[Start of section]

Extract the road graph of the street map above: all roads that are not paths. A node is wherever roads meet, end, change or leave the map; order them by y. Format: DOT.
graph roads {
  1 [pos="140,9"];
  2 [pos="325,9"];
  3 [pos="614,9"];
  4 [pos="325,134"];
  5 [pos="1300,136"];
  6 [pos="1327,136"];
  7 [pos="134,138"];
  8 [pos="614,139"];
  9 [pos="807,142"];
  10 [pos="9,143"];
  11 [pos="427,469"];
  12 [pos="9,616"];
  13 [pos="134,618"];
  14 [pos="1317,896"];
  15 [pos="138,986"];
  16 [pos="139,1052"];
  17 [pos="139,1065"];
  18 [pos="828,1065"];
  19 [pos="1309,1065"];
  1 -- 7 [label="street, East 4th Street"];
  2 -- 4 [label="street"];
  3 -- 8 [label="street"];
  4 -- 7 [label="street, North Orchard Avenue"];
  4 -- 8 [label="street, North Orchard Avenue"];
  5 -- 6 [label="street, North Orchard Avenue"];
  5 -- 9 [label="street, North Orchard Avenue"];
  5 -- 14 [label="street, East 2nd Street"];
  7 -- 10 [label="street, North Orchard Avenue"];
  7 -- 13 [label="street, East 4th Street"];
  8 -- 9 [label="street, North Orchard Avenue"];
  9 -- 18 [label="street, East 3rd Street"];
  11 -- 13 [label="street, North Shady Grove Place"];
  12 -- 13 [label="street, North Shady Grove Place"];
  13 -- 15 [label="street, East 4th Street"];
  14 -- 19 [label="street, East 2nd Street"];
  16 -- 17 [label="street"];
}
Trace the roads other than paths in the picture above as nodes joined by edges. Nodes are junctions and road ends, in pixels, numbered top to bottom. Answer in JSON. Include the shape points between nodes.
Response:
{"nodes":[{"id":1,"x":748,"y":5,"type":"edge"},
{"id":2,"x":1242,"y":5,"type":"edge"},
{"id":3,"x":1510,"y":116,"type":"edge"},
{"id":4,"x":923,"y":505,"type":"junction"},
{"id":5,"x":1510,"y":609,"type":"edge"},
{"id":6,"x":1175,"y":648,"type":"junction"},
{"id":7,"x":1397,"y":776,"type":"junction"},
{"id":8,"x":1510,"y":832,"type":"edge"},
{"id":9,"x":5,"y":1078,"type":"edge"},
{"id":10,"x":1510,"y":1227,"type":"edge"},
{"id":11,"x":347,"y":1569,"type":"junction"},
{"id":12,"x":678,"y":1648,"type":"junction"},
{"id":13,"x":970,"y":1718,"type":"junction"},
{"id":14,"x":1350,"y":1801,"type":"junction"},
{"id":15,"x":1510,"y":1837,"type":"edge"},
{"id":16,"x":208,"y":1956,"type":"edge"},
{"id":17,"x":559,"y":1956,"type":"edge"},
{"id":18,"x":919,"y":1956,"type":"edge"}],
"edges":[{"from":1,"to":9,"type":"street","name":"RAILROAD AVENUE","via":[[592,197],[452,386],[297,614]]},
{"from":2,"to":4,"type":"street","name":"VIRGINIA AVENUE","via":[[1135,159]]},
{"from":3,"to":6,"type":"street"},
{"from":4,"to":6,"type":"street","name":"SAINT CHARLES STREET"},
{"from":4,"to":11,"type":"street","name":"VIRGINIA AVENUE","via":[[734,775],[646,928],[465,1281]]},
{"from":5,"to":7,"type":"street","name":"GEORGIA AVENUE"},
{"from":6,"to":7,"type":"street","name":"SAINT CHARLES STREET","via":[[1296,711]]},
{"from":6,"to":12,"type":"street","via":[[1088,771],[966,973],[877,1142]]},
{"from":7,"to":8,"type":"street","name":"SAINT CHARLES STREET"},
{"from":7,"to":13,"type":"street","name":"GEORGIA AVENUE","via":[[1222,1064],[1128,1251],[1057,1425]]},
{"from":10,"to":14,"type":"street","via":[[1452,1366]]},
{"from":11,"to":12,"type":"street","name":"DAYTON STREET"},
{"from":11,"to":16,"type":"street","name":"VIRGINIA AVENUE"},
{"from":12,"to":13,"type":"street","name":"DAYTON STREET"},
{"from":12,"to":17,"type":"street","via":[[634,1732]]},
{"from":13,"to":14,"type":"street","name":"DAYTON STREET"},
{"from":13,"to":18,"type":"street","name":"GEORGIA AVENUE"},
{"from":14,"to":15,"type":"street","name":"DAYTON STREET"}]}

[End of section]

Once you have read the material above, write all of it out again exactly.

Extract the road graph of the street map above: all roads that are not paths. A node is wherever roads meet, end, change or leave the map; order them by y. Format: DOT.
graph roads {
  1 [pos="140,9"];
  2 [pos="325,9"];
  3 [pos="614,9"];
  4 [pos="325,134"];
  5 [pos="1300,136"];
  6 [pos="1327,136"];
  7 [pos="134,138"];
  8 [pos="614,139"];
  9 [pos="807,142"];
  10 [pos="9,143"];
  11 [pos="427,469"];
  12 [pos="9,616"];
  13 [pos="134,618"];
  14 [pos="1317,896"];
  15 [pos="138,986"];
  16 [pos="139,1052"];
  17 [pos="139,1065"];
  18 [pos="828,1065"];
  19 [pos="1309,1065"];
  1 -- 7 [label="street, East 4th Street"];
  2 -- 4 [label="street"];
  3 -- 8 [label="street"];
  4 -- 7 [label="street, North Orchard Avenue"];
  4 -- 8 [label="street, North Orchard Avenue"];
  5 -- 6 [label="street, North Orchard Avenue"];
  5 -- 9 [label="street, North Orchard Avenue"];
  5 -- 14 [label="street, East 2nd Street"];
  7 -- 10 [label="street, North Orchard Avenue"];
  7 -- 13 [label="street, East 4th Street"];
  8 -- 9 [label="street, North Orchard Avenue"];
  9 -- 18 [label="street, East 3rd Street"];
  11 -- 13 [label="street, North Shady Grove Place"];
  12 -- 13 [label="street, North Shady Grove Place"];
  13 -- 15 [label="street, East 4th Street"];
  14 -- 19 [label="street, East 2nd Street"];
  16 -- 17 [label="street"];
}
Trace the roads other than paths in the picture above as nodes joined by edges. Nodes are junctions and road ends, in pixels, numbered top to bottom. Answer in JSON. Include the shape points between nodes.
Response:
{"nodes":[{"id":1,"x":748,"y":5,"type":"edge"},
{"id":2,"x":1242,"y":5,"type":"edge"},
{"id":3,"x":1510,"y":116,"type":"edge"},
{"id":4,"x":923,"y":505,"type":"junction"},
{"id":5,"x":1510,"y":609,"type":"edge"},
{"id":6,"x":1175,"y":648,"type":"junction"},
{"id":7,"x":1397,"y":776,"type":"junction"},
{"id":8,"x":1510,"y":832,"type":"edge"},
{"id":9,"x":5,"y":1078,"type":"edge"},
{"id":10,"x":1510,"y":1227,"type":"edge"},
{"id":11,"x":347,"y":1569,"type":"junction"},
{"id":12,"x":678,"y":1648,"type":"junction"},
{"id":13,"x":970,"y":1718,"type":"junction"},
{"id":14,"x":1350,"y":1801,"type":"junction"},
{"id":15,"x":1510,"y":1837,"type":"edge"},
{"id":16,"x":208,"y":1956,"type":"edge"},
{"id":17,"x":559,"y":1956,"type":"edge"},
{"id":18,"x":919,"y":1956,"type":"edge"}],
"edges":[{"from":1,"to":9,"type":"street","name":"RAILROAD AVENUE","via":[[592,197],[452,386],[297,614]]},
{"from":2,"to":4,"type":"street","name":"VIRGINIA AVENUE","via":[[1135,159]]},
{"from":3,"to":6,"type":"street"},
{"from":4,"to":6,"type":"street","name":"SAINT CHARLES STREET"},
{"from":4,"to":11,"type":"street","name":"VIRGINIA AVENUE","via":[[734,775],[646,928],[465,1281]]},
{"from":5,"to":7,"type":"street","name":"GEORGIA AVENUE"},
{"from":6,"to":7,"type":"street","name":"SAINT CHARLES STREET","via":[[1296,711]]},
{"from":6,"to":12,"type":"street","via":[[1088,771],[966,973],[877,1142]]},
{"from":7,"to":8,"type":"street","name":"SAINT CHARLES STREET"},
{"from":7,"to":13,"type":"street","name":"GEORGIA AVENUE","via":[[1222,1064],[1128,1251],[1057,1425]]},
{"from":10,"to":14,"type":"street","via":[[1452,1366]]},
{"from":11,"to":12,"type":"street","name":"DAYTON STREET"},
{"from":11,"to":16,"type":"street","name":"VIRGINIA AVENUE"},
{"from":12,"to":13,"type":"street","name":"DAYTON STREET"},
{"from":12,"to":17,"type":"street","via":[[634,1732]]},
{"from":13,"to":14,"type":"street","name":"DAYTON STREET"},
{"from":13,"to":18,"type":"street","name":"GEORGIA AVENUE"},
{"from":14,"to":15,"type":"street","name":"DAYTON STREET"}]}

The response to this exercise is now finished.